Insisting on the importance of manorial courts (rather than common law courts) to English legal history is essential in evaluating the singularity of the English legal system because courts, similar to manorial courts, also existed on the Continent and, according to scholars, they followed a nearly identical trajectory. In the Continent as in England, these courts strove to solve conflicts by adopting what seemed just and efficient according to parties, subject matter, and place and their lay judges implemented solutions, which were ad hoc rather than scholarly or doctrinal.

If the routine telling of English legal history tends to ignore the contribution of manorial courts, it also tends to undermine the importance of legislation. To fit the narrative of the prominence of common law (that is portrayed as a customary yet judge made law), the contribution of legislation to legal development is often undervalued, even ignored. Yet, here too, historians affirm that legislation was an important legal source from as early as the twelfth century and throughout the Middle Ages and the early modern period. Indeed, it was so important that even common law judges and teaching at the Inns of Court could not afford to ignore it.

During the Middle Ages and the Early Modern period, in short, common law might have been an important, even essential, component of the English legal system, but it was not the only one. Nor did it absorb all other jurisdictions and normative orders present on the island. Giving it retrospectively a special status or making it “the law of the land” because to some degree or the other this was what eventually happened is therefore extremely anachronistic. If anything, this reading, which is not obvious, nor was ever foretold, requires an explanation. We need to ask how common law came to dominate, indeed to symbolize and stand for, the entire English legal system, when and why this happened, and what were the results.

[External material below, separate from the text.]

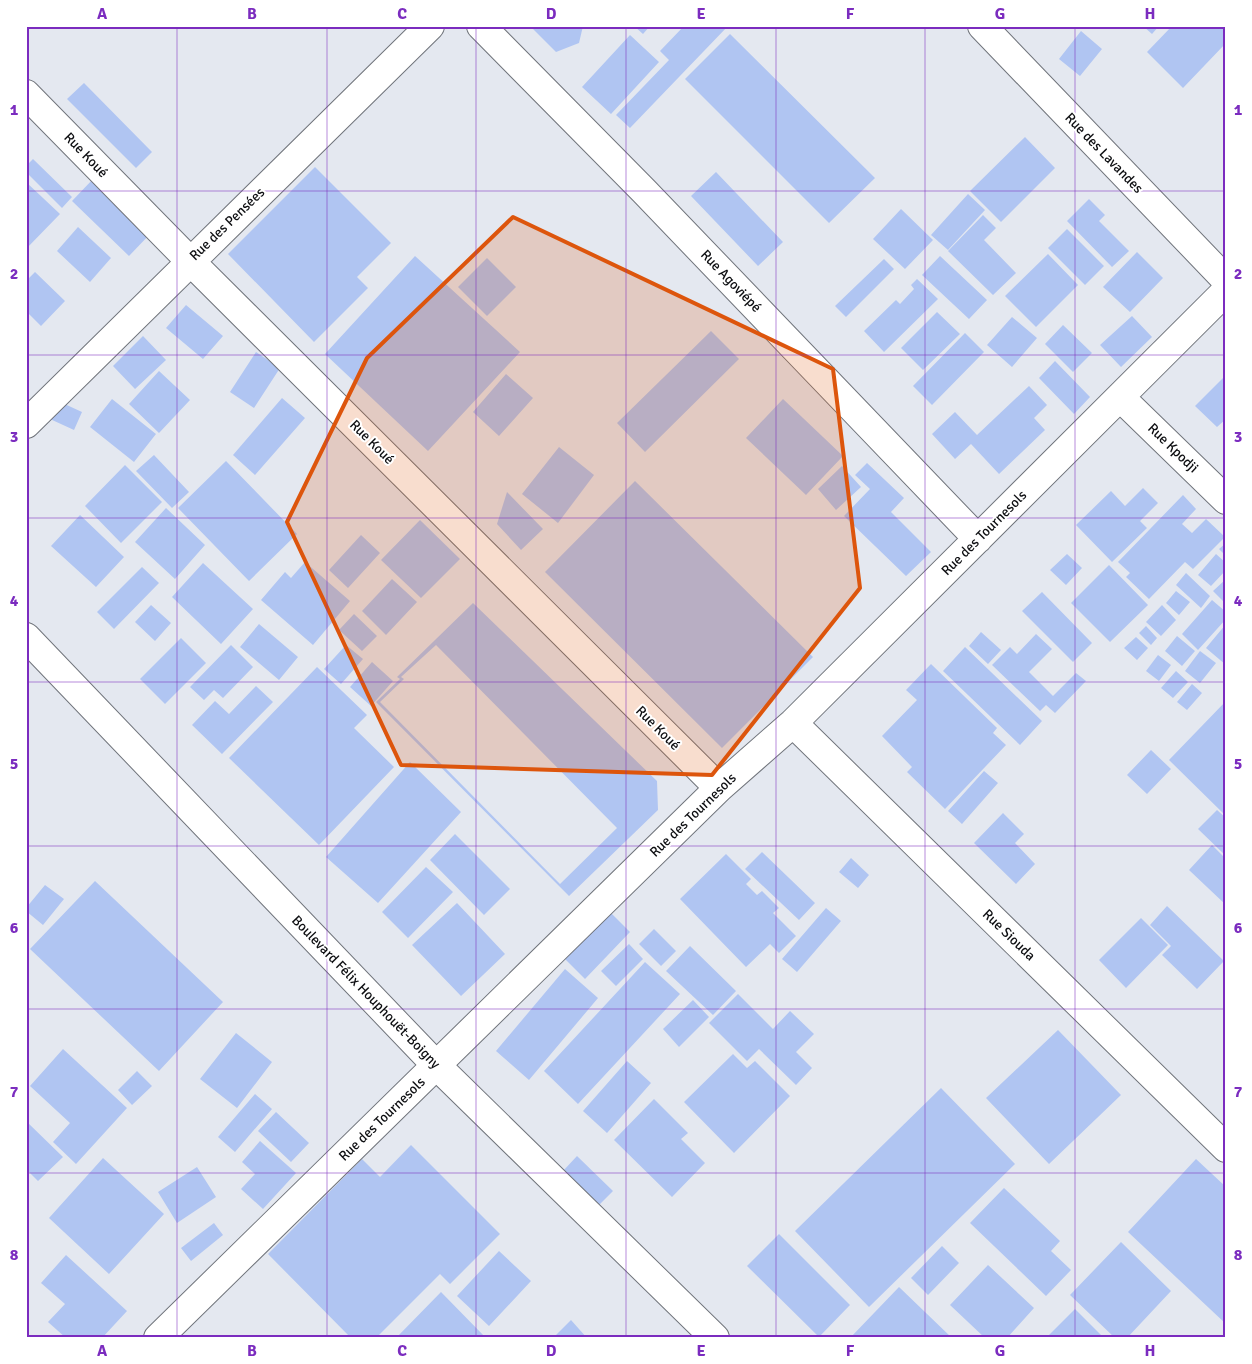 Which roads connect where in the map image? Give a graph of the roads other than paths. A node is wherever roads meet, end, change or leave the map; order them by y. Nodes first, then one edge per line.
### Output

Viewed in its entirety, it is probable that the history of English and Continental law mostly coincided rather than diverged.  But what would happen if we centered our attention on common law? Could we argue the same thing? (to be continued)

3 comments:

Patrick S. O'Donnell said...

Each post leaves me at the edge of my seat, wanting to learn more. The blogging equivalent of a good detective series on PBS or Netflix!

Anonymous said...

Thank you! (I gather this is a compliment??) Tamar Herzog

Patrick S. O'Donnell said...

Yes, the highest compliment (think Inspector Morse, Cracker, Frost, Prime Suspect ... of late, Vera and Shetland).